When counseling patients on genetic risk, consider their motivation for testing and their likelihood of recalling the information.^1,2 Use plain language, absolute risks (instead of relative risks or number to treat), visual aids, careful use of language, and avoid presenting unnecessary information. Present the magnitude and time frame of risk and reinforce the time interval. Order matters when presenting risks and benefits. People perceive risks as more significant when they are presented after the benefits. This is called the recency bias.³ After requesting a test, patients should be offered the option to proceed with disclosure, delay disclosure, or decline disclosure.⁴ Consider the implications of genetic testing for the patient and their family members.
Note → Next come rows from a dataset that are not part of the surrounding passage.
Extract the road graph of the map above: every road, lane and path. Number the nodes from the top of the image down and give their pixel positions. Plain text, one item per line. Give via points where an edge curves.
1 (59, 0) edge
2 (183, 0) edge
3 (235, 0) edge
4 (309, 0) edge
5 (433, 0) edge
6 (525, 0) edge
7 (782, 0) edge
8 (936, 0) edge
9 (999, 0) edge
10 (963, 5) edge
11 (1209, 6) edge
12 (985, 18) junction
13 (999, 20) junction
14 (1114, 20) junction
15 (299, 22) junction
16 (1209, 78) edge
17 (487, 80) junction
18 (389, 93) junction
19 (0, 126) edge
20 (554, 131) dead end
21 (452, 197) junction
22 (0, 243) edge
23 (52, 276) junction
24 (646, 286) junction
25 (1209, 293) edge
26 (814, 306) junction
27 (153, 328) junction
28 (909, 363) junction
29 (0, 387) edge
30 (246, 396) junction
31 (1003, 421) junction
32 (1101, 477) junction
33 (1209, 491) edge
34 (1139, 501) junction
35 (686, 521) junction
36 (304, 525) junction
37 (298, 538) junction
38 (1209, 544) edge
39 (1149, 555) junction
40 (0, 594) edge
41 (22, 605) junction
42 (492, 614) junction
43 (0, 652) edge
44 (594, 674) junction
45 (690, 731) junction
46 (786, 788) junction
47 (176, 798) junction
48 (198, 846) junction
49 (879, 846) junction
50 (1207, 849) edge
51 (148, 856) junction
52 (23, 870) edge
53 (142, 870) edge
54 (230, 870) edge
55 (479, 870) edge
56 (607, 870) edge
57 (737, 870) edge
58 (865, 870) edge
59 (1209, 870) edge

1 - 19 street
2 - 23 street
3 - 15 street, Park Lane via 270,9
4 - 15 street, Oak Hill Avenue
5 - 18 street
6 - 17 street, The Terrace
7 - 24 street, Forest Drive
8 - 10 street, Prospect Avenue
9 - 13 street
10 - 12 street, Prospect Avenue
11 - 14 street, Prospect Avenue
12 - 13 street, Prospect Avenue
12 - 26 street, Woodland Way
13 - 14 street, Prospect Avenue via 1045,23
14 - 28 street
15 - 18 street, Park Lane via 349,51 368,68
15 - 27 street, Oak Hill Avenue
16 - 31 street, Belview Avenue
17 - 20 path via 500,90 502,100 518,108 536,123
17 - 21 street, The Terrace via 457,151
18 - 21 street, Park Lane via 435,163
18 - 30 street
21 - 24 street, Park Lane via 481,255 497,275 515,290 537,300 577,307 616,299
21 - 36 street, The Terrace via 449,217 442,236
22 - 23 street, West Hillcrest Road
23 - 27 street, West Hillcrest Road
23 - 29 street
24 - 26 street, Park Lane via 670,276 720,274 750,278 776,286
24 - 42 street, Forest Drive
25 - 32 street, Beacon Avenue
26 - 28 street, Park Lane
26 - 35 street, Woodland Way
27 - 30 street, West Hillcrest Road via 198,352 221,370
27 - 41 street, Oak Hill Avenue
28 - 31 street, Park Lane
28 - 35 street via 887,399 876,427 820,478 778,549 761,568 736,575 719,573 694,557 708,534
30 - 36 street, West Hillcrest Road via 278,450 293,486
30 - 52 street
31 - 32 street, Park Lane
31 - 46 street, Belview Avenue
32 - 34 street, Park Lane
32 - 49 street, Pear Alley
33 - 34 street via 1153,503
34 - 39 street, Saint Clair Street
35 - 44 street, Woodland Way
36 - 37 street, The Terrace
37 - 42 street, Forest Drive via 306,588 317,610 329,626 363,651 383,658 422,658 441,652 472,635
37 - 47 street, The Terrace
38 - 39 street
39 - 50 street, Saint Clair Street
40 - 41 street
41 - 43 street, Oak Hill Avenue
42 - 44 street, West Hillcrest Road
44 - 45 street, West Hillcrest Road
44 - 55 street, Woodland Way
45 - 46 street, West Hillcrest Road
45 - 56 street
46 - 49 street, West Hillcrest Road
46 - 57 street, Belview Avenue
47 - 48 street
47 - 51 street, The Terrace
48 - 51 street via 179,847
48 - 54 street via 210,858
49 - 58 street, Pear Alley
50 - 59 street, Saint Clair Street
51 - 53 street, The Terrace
Depending on their outlook and test results, patients may interpret their genotype with a feeling of fatalism or reassurance. This could result in a de-prioritization of preventative health care and a decrease in risk-reducing behaviors. If patients learn they are homozygous ApoE4E4, this has implications for their parents and their children (they must each be at least heterozygous ApoE4).

References:
1. Eckert SL et al. Genet Med. 2006;8:746-751.
2. Roberts JS et al. Alzheimer Dis Assoc Disord. 2003;17:86-93.
3. Fagerlin A et al. J Natl Cancer Inst. 2011;103:1436-1443.
4. Langlois CM et al. Alzheimers Dement (N Y). 2019;5:705-716.